__Extracted records__:

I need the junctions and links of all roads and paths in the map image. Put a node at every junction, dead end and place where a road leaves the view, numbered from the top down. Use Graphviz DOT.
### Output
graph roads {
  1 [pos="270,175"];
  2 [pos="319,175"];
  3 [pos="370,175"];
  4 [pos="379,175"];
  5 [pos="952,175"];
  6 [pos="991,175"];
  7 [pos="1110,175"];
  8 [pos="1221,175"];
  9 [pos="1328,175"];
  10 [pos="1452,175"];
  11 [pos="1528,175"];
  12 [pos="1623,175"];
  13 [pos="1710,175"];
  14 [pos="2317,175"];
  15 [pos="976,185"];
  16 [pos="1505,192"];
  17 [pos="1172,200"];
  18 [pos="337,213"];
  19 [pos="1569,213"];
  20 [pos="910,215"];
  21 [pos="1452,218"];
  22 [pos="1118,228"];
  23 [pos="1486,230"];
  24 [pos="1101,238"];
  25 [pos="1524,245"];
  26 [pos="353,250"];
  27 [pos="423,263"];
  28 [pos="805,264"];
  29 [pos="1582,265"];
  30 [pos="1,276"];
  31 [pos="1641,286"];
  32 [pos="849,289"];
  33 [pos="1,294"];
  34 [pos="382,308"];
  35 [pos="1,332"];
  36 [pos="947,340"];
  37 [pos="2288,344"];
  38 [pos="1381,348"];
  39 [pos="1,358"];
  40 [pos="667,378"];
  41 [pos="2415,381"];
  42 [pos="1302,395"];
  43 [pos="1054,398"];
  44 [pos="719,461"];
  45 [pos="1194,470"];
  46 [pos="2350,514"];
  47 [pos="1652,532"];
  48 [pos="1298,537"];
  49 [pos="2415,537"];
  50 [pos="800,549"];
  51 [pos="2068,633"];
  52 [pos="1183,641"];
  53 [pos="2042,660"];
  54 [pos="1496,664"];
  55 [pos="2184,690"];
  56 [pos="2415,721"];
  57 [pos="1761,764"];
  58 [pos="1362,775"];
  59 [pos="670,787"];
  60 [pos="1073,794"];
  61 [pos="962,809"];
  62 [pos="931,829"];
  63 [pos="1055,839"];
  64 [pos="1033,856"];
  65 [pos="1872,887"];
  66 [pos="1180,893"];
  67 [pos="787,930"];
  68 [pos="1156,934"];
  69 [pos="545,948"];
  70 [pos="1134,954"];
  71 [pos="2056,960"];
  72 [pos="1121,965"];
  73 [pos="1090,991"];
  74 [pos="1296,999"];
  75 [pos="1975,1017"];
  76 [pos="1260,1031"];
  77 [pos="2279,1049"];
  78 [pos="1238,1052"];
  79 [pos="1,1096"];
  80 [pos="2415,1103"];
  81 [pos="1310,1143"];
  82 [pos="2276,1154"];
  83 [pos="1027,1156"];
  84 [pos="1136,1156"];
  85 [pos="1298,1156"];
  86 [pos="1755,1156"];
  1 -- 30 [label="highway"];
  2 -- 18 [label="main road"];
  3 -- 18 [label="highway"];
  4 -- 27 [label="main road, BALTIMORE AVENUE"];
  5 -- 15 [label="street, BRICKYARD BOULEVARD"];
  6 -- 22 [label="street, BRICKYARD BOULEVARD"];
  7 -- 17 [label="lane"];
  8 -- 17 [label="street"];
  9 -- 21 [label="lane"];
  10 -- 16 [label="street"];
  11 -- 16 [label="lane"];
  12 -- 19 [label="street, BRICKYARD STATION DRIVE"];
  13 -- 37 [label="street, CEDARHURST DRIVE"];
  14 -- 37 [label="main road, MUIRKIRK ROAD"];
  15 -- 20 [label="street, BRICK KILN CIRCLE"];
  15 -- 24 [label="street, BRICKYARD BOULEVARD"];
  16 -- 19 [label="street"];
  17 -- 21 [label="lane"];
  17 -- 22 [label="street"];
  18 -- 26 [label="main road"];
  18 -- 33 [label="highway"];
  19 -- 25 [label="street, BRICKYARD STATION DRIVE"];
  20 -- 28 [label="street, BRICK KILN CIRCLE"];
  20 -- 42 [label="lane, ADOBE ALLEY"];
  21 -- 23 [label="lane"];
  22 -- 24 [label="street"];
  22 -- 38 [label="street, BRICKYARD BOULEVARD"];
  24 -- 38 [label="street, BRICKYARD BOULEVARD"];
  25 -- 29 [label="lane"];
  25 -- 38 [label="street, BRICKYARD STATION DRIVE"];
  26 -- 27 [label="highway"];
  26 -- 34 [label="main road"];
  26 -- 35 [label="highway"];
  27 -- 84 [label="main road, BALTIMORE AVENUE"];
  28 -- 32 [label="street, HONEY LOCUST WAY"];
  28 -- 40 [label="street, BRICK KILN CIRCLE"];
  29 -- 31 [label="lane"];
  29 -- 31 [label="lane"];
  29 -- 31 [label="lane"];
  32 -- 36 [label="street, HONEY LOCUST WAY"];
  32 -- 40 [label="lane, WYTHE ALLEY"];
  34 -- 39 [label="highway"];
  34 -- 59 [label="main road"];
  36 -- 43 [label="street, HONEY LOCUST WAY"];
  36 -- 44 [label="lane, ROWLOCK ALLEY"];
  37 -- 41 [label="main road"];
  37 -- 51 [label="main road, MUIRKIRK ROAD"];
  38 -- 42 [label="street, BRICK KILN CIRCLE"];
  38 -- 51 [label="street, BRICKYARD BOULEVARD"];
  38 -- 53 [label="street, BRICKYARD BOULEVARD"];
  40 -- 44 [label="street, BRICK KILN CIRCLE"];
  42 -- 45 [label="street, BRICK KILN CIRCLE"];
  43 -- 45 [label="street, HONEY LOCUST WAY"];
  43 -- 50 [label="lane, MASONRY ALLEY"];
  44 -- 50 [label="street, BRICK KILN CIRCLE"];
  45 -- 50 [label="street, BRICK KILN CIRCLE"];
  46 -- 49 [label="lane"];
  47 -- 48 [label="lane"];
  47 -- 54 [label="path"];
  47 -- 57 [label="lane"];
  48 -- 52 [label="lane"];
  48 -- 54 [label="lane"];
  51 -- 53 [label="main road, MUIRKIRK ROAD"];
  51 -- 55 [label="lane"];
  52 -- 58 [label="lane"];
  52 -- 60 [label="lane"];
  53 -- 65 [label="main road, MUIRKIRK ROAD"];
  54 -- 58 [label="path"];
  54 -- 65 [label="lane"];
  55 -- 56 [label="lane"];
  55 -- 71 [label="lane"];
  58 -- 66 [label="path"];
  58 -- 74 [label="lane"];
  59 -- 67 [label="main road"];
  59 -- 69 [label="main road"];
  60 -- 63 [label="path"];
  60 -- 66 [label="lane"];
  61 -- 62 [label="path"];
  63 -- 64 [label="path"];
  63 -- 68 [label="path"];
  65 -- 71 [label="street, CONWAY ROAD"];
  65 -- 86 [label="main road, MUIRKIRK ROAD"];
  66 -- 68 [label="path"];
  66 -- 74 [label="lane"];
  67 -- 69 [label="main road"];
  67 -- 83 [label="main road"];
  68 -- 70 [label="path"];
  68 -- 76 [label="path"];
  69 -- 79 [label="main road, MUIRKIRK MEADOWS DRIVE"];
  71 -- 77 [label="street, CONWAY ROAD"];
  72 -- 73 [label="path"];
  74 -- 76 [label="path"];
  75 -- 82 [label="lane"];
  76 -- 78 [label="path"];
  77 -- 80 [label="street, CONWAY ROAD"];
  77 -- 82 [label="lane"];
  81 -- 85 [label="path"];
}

__What is required__: Read the data above and pull out each line that holds the string "ALLEY".

__The answer__:
  20 -- 42 [label="lane, ADOBE ALLEY"];
  32 -- 40 [label="lane, WYTHE ALLEY"];
  36 -- 44 [label="lane, ROWLOCK ALLEY"];
  43 -- 50 [label="lane, MASONRY ALLEY"];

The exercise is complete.